There was a time when I held great expectations for my Peace Corps service. I'm not here to say they aren't being fulfilled. Instead, I want to talk a little bit about how the definition of "great" has changed over the last 22 months of service.
I wrote a post about low expectations a long, long time ago. It was impassioned and justified and logical and naïve. It came from a day during training when we were told to "lower our expectations" in order to survive. I hated the idea. It turned into a joke for all the PCVs: 'what, you thought we'd get something done at this meeting? Lower your expectations!'
The other week, I was walking past a restaurant on a city corner. Banners hung from every corner and window advertising the sale of my favorite, although difficult to find, food - a bean soup called guandúl. I glanced at the banners and immediately, reflexively, thought to myself, 'nah, I don't believe they have it.' Not until later did I have to laugh at myself for thinking this - but I still didn't think that the restaurant necessarily had the soup.
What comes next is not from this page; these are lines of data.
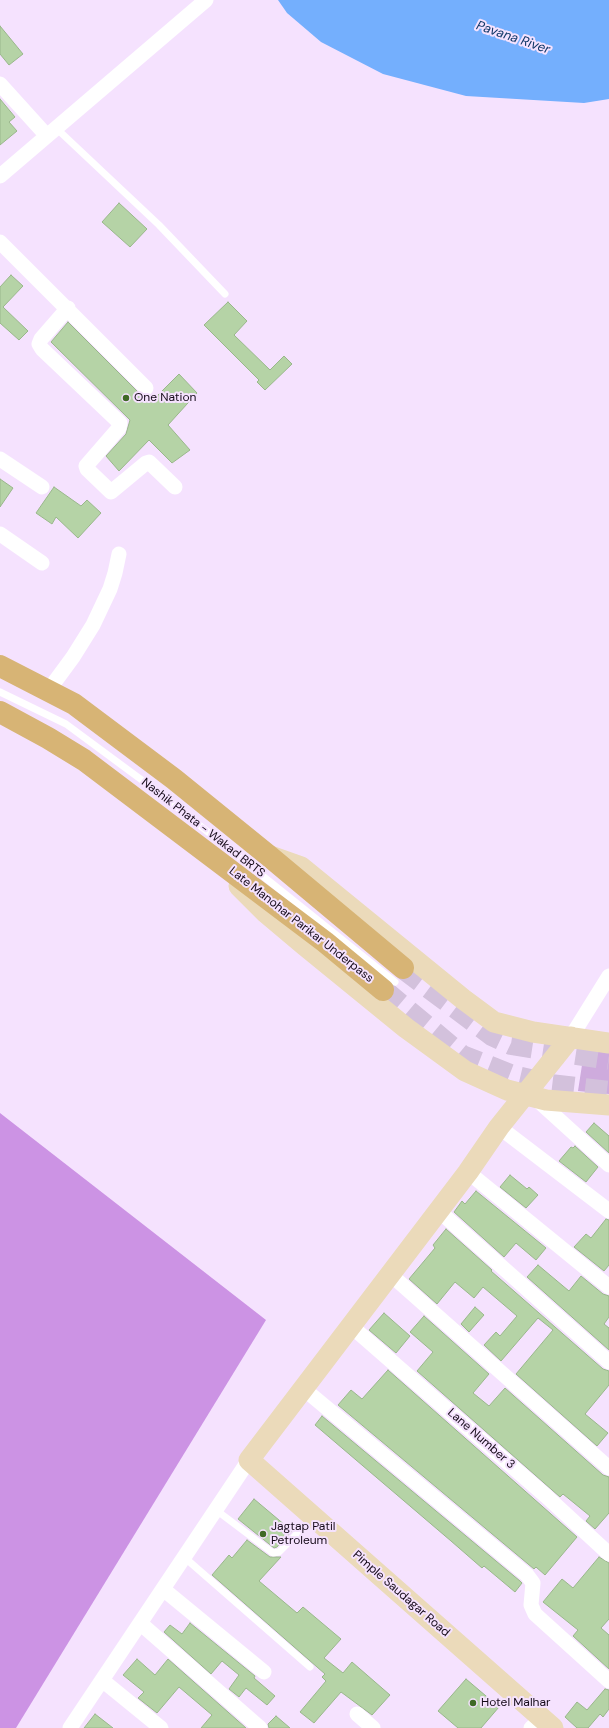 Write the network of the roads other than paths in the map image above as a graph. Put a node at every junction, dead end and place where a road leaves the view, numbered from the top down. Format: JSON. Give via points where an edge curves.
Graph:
{"nodes":[{"id":1,"x":206,"y":0,"type":"edge"},
{"id":2,"x":0,"y":84,"type":"edge"},
{"id":3,"x":52,"y":132,"type":"junction"},
{"id":4,"x":0,"y":176,"type":"edge"},
{"id":5,"x":0,"y":242,"type":"edge"},
{"id":6,"x":225,"y":294,"type":"dead end"},
{"id":7,"x":68,"y":308,"type":"junction"},
{"id":8,"x":146,"y":388,"type":"dead end"},
{"id":9,"x":0,"y":459,"type":"edge"},
{"id":10,"x":42,"y":487,"type":"dead end"},
{"id":11,"x":175,"y":487,"type":"dead end"},
{"id":12,"x":0,"y":534,"type":"edge"},
{"id":13,"x":119,"y":554,"type":"dead end"},
{"id":14,"x":42,"y":562,"type":"dead end"},
{"id":15,"x":0,"y":666,"type":"edge"},
{"id":16,"x":48,"y":690,"type":"junction"},
{"id":17,"x":0,"y":692,"type":"edge"},
{"id":18,"x":0,"y":712,"type":"edge"},
{"id":19,"x":269,"y":856,"type":"junction"},
{"id":20,"x":218,"y":862,"type":"junction"},
{"id":21,"x":609,"y":976,"type":"edge"},
{"id":22,"x":394,"y":980,"type":"junction"},
{"id":23,"x":571,"y":1037,"type":"junction"},
{"id":24,"x":609,"y":1043,"type":"edge"},
{"id":25,"x":529,"y":1095,"type":"junction"},
{"id":26,"x":609,"y":1106,"type":"edge"},
{"id":27,"x":499,"y":1127,"type":"junction"},
{"id":28,"x":609,"y":1165,"type":"edge"},
{"id":29,"x":468,"y":1172,"type":"junction"},
{"id":30,"x":439,"y":1211,"type":"junction"},
{"id":31,"x":609,"y":1211,"type":"edge"},
{"id":32,"x":390,"y":1274,"type":"junction"},
{"id":33,"x":609,"y":1287,"type":"edge"},
{"id":34,"x":351,"y":1326,"type":"junction"},
{"id":35,"x":609,"y":1362,"type":"edge"},
{"id":36,"x":304,"y":1389,"type":"junction"},
{"id":37,"x":249,"y":1460,"type":"junction"},
{"id":38,"x":609,"y":1468,"type":"edge"},
{"id":39,"x":216,"y":1510,"type":"junction"},
{"id":40,"x":313,"y":1516,"type":"junction"},
{"id":41,"x":609,"y":1554,"type":"edge"},
{"id":42,"x":184,"y":1557,"type":"junction"},
{"id":43,"x":163,"y":1589,"type":"junction"},
{"id":44,"x":140,"y":1623,"type":"junction"},
{"id":45,"x":310,"y":1667,"type":"dead end"},
{"id":46,"x":264,"y":1672,"type":"dead end"},
{"id":47,"x":102,"y":1680,"type":"junction"},
{"id":48,"x":609,"y":1681,"type":"edge"},
{"id":49,"x":357,"y":1714,"type":"dead end"},
{"id":50,"x":542,"y":1725,"type":"edge"},
{"id":51,"x":70,"y":1728,"type":"edge"},
{"id":52,"x":162,"y":1728,"type":"edge"},
{"id":53,"x":260,"y":1728,"type":"edge"},
{"id":54,"x":373,"y":1728,"type":"edge"}],
"edges":[{"from":1,"to":3,"type":"street"},
{"from":2,"to":3,"type":"street"},
{"from":3,"to":4,"type":"street"},
{"from":3,"to":6,"type":"lane","via":[[159,225]]},
{"from":5,"to":7,"type":"street"},
{"from":7,"to":8,"type":"street"},
{"from":7,"to":11,"type":"street","via":[[41,338],[39,344],[120,422],[86,466],[87,469],[111,492],[149,462]]},
{"from":9,"to":10,"type":"street"},
{"from":12,"to":14,"type":"street"},
{"from":13,"to":16,"type":"street","via":[[110,589],[93,625]]},
{"from":15,"to":16,"type":"main road"},
{"from":16,"to":19,"type":"main road","via":[[74,704],[174,779]]},
{"from":17,"to":22,"type":"lane","name":"Nashik Phata - Wakad BRTS","via":[[66,724],[152,787]]},
{"from":18,"to":20,"type":"main road","name":"Late Manohar Parikar Underpass","via":[[84,760]]},
{"from":19,"to":22,"type":"main road"},
{"from":19,"to":23,"type":"street","via":[[301,867],[494,1022],[533,1032]]},
{"from":20,"to":22,"type":"main road","name":"Late Manohar Parikar Underpass","via":[[325,942]]},
{"from":20,"to":25,"type":"street","via":[[266,912],[406,1028],[465,1071],[507,1090]]},
{"from":21,"to":23,"type":"street"},
{"from":23,"to":24,"type":"street"},
{"from":23,"to":25,"type":"street"},
{"from":25,"to":26,"type":"street","via":[[546,1100]]},
{"from":25,"to":27,"type":"street"},
{"from":25,"to":28,"type":"street"},
{"from":27,"to":29,"type":"street"},
{"from":27,"to":31,"type":"street"},
{"from":29,"to":30,"type":"street"},
{"from":29,"to":33,"type":"street"},
{"from":30,"to":32,"type":"street"},
{"from":30,"to":35,"type":"street"},
{"from":32,"to":34,"type":"street"},
{"from":32,"to":38,"type":"street"},
{"from":34,"to":36,"type":"street"},
{"from":34,"to":41,"type":"street","name":"Lane Number 3"},
{"from":36,"to":37,"type":"street"},
{"from":36,"to":48,"type":"street","via":[[527,1574],[533,1583],[531,1605],[535,1614]]},
{"from":37,"to":39,"type":"street"},
{"from":37,"to":40,"type":"street","name":"Pimple Saudagar Road"},
{"from":39,"to":40,"type":"lane","via":[[273,1553],[279,1552]]},
{"from":39,"to":42,"type":"street"},
{"from":40,"to":50,"type":"street","name":"Pimple Saudagar Road"},
{"from":42,"to":43,"type":"street"},
{"from":42,"to":45,"type":"lane"},
{"from":43,"to":44,"type":"street"},
{"from":43,"to":46,"type":"street"},
{"from":44,"to":47,"type":"street"},
{"from":44,"to":53,"type":"street"},
{"from":47,"to":51,"type":"street"},
{"from":47,"to":52,"type":"street"},
{"from":49,"to":54,"type":"street"}]}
Lowering my expectations has become a double edged sword. In some ways, it protects me. As a PCV -maybe due to the public, foreign, outside-comfort-zones sort of life we generally lead/work we often do - life reactions tend to be a bit exaggerated. On bad days, tiny setbacks can cause reactions tantamount to a breakdown.
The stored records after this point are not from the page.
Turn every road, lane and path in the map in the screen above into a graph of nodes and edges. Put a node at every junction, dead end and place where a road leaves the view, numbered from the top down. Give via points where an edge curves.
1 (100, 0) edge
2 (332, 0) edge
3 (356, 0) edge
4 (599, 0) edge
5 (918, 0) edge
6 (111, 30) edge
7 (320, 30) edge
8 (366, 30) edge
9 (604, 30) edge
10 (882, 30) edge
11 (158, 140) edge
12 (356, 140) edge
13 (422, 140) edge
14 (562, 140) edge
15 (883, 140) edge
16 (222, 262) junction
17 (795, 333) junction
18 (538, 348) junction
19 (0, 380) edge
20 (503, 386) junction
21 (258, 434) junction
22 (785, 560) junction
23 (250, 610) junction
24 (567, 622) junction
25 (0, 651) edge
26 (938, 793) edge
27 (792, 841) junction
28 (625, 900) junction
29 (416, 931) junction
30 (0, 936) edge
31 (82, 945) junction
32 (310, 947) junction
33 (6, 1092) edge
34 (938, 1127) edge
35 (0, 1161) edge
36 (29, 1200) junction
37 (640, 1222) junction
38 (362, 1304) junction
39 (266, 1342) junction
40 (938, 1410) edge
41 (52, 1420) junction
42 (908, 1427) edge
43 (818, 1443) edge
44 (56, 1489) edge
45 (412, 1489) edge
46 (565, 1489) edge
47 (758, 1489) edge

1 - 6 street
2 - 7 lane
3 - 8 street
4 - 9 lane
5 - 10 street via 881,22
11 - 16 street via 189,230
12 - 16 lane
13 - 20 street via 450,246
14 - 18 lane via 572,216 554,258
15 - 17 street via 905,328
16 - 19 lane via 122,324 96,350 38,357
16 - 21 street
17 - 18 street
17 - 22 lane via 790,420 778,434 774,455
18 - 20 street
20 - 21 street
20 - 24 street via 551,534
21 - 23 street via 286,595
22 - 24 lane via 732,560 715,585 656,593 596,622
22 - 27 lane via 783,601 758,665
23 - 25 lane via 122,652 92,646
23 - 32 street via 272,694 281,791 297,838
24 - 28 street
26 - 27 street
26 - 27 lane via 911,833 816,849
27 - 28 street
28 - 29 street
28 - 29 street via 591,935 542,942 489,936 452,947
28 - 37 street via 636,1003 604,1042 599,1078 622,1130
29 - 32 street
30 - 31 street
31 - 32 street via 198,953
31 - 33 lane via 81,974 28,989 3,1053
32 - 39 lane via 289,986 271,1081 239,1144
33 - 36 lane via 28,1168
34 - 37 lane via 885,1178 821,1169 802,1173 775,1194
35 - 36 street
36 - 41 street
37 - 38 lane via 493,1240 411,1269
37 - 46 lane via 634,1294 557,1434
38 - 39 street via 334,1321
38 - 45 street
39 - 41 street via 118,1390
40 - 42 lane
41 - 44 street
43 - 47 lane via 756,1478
Say I'd gone to that restaurant on a bad day thinking to cheer myself up with guandúl. My 22 months of experience here tells me that despite the signs, there's a decent chance they won't have the soup. And then what would happen? I'll be sad times a hundred, because it would have been a long sweaty walk to get there with no reward. TEARS!
Then again, if I go and there IS guandúl, how awesome would that be to a) have a great lunch on a bad day and b)know there's a slightly out-of-the-way restaurant that might actually reliably carry my favorite local food? And yet, months later, I haven't had the inclination to try.
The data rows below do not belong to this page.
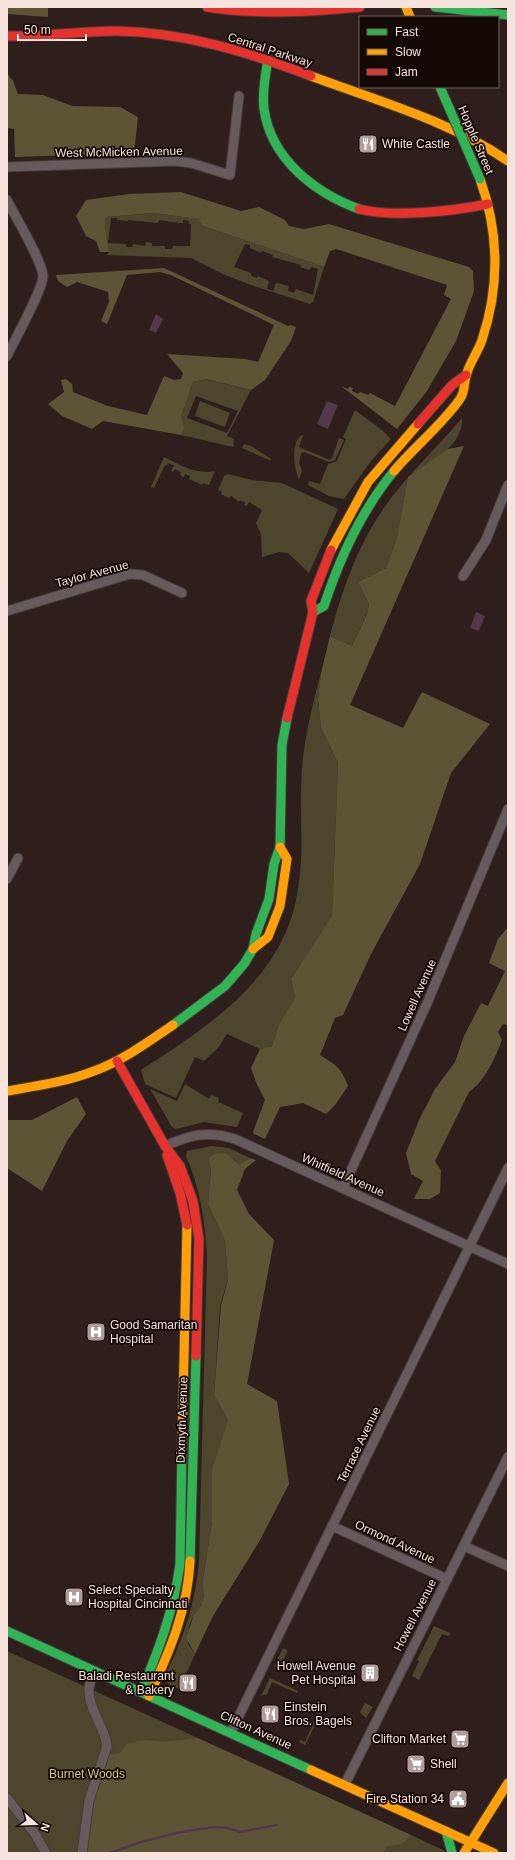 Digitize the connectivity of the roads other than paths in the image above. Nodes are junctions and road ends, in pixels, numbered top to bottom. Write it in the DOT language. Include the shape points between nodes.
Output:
graph roads {
  1 [pos="207,7"];
  2 [pos="360,7"];
  3 [pos="435,7"];
  4 [pos="508,15"];
  5 [pos="7,36"];
  6 [pos="268,60"];
  7 [pos="440,88"];
  8 [pos="239,96"];
  9 [pos="508,161"];
  10 [pos="7,167"];
  11 [pos="7,200"];
  12 [pos="488,204"];
  13 [pos="7,356"];
  14 [pos="466,375"];
  15 [pos="508,486"];
  16 [pos="463,576"];
  17 [pos="182,593"];
  18 [pos="7,611"];
  19 [pos="313,612"];
  20 [pos="508,809"];
  21 [pos="280,847"];
  22 [pos="18,858"];
  23 [pos="7,879"];
  24 [pos="253,949"];
  25 [pos="117,1061"];
  26 [pos="7,1091"];
  27 [pos="165,1146"];
  28 [pos="508,1168"];
  29 [pos="343,1188"];
  30 [pos="470,1246"];
  31 [pos="508,1264"];
  32 [pos="508,1457"];
  33 [pos="332,1526"];
  34 [pos="464,1546"];
  35 [pos="508,1566"];
  36 [pos="447,1579"];
  37 [pos="7,1631"];
  38 [pos="95,1671"];
  39 [pos="145,1694"];
  40 [pos="231,1732"];
  41 [pos="508,1782"];
  42 [pos="345,1784"];
  43 [pos="7,1798"];
  44 [pos="446,1831"];
  45 [pos="471,1843"];
  46 [pos="46,1853"];
  47 [pos="82,1853"];
  48 [pos="452,1853"];
  49 [pos="464,1853"];
  50 [pos="494,1853"];
  1 -- 2 [label="main road" via="245,12"];
  3 -- 4 [label="main road"];
  5 -- 6 [label="main road, Central Parkway" via="101,32 166,35 218,45"];
  6 -- 9 [label="main road, Central Parkway" via="478,141"];
  6 -- 12 [label="main road" via="264,102 270,130 283,154 306,180 318,189 346,206 368,212 457,210"];
  7 -- 12 [label="main road, Hopple Street, bridge" via="480,179"];
  8 -- 10 [label="street, West McMicken Avenue" via="230,175 191,163 175,161"];
  11 -- 13 [label="street" via="43,276"];
  12 -- 14 [label="main road, Hopple Street" via="495,233 495,288 480,347"];
  14 -- 19 [label="main road, Hopple Street" via="464,390 451,409 396,468 363,516 339,563 324,606"];
  14 -- 19 [label="main road" via="452,384 368,482 339,532 325,563 311,601"];
  15 -- 16 [label="street" via="486,540"];
  17 -- 18 [label="street, Taylor Avenue" via="143,575 130,574"];
  19 -- 21 [label="main road" via="282,745"];
  20 -- 29 [label="street, Lowell Avenue" via="428,1001"];
  21 -- 24 [label="main road" via="274,858 269,899"];
  21 -- 24 [label="main road" via="287,859 280,906 268,937"];
  22 -- 23 [label="street"];
  24 -- 25 [label="main road" via="238,971 217,993 139,1049"];
  25 -- 26 [label="main road" via="80,1076"];
  25 -- 27 [label="main road, Dixmyth Avenue"];
  27 -- 29 [label="street, Whitfield Avenue" via="195,1135 212,1133"];
  27 -- 39 [label="main road, Dixmyth Avenue" via="175,1156 191,1193 199,1239 189,1579 176,1634"];
  28 -- 30 [label="street, Terrace Avenue"];
  29 -- 30 [label="street, Whitfield Avenue"];
  30 -- 31 [label="street, Whitfield Avenue"];
  30 -- 33 [label="street, Terrace Avenue"];
  32 -- 34 [label="street, Howell Avenue"];
  33 -- 36 [label="street, Ormond Avenue"];
  33 -- 40 [label="street, Terrace Avenue"];
  34 -- 35 [label="street"];
  34 -- 36 [label="street, Howell Avenue"];
  36 -- 42 [label="street, Howell Avenue"];
  37 -- 38 [label="main road, Clifton Avenue"];
  38 -- 39 [label="main road, Clifton Avenue"];
  38 -- 47 [label="street" via="89,1689 107,1746 90,1796"];
  39 -- 40 [label="main road, Clifton Avenue"];
  40 -- 42 [label="main road, Clifton Avenue"];
  41 -- 45 [label="main road"];
  42 -- 44 [label="main road, Clifton Avenue"];
  43 -- 46 [label="street" via="35,1834"];
  44 -- 45 [label="main road, Clifton Avenue"];
  44 -- 48 [label="main road"];
  45 -- 49 [label="main road"];
  45 -- 50 [label="main road, Clifton Avenue"];
}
Low expectations means that when the local airline I'm flying tells me that my flight is delayed 7 hours, it's okay. What, I thought my flight would be on time?! When school is canceled and the lessons I planned for dashed for the third time that week - well, why would I ever assume we'd have class anyway? I didn't expect it, so I had a contingency plan in place, whether that's go get ice cream(!) Or, head to the office to do some other work.
This attitude might seem a bit cynical. It can be detrimental, too--for instance, it can definitely lower my motivation to do work (since there probably won't be class, is it even worth it to plan?). Perhaps I've missed opportunities because of it.
But here's the deal. Beyond allowing for day-to-day mental survival (not always a small thing), there's this really cool effect of having low expectations: It means that the little things are wonderful. It means that when the owner of my favorite veggie restaurant gives me a free cookie, it makes my day. When a Colombian friend calls to say hi and check in and spends almost 10 minutes on the phone with me (no one uses phone minutes here!) it makes that day plus a few. When I stepped off the plane in Providence and heard birds singing, I almost cried for the joy of it. When lessons at school go well or there's a productive meeting with my teachers, that means the week was a good one.
And when something big goes well, something that I drew upon my previous months of learning and experience to complete - a girls camp, say, or a month in Providence - well, I'm Godzilla-sized with happiness. I can taste it even now.
There's nothing like going through an extended period of living outside your comfort zone to see where the Things That Matter versus Things That Don't Matters shake out. In part two of this I'll tell you all about my personal toddler-style "how I know what I really care about" barometer…
Although in some ways I'm looking forward to when my current life of crazy contrast gets on a bit more of an even keel (hey, COS), I hope that I'm still able to find so much joy in the small things - that a small gift from a stranger is invaluable. That seeing a wide blue sky brings bubbles of joy. That a kind conversation with someone makes me smile fit to burst. That hard-earned accomplishments are truly seen as life milestones.
I have to believe that in four months when I step off this rollercoaster called PCV service, I'll have learned not just invaluable lessons about who I am, what I want to do with my life, and that I've done some sort of significant work here - but that I will remember to treasure the small things, and cling to them - and remember to be that person who gives these moments to others, too. Because you never know what expectations they had for that day, either.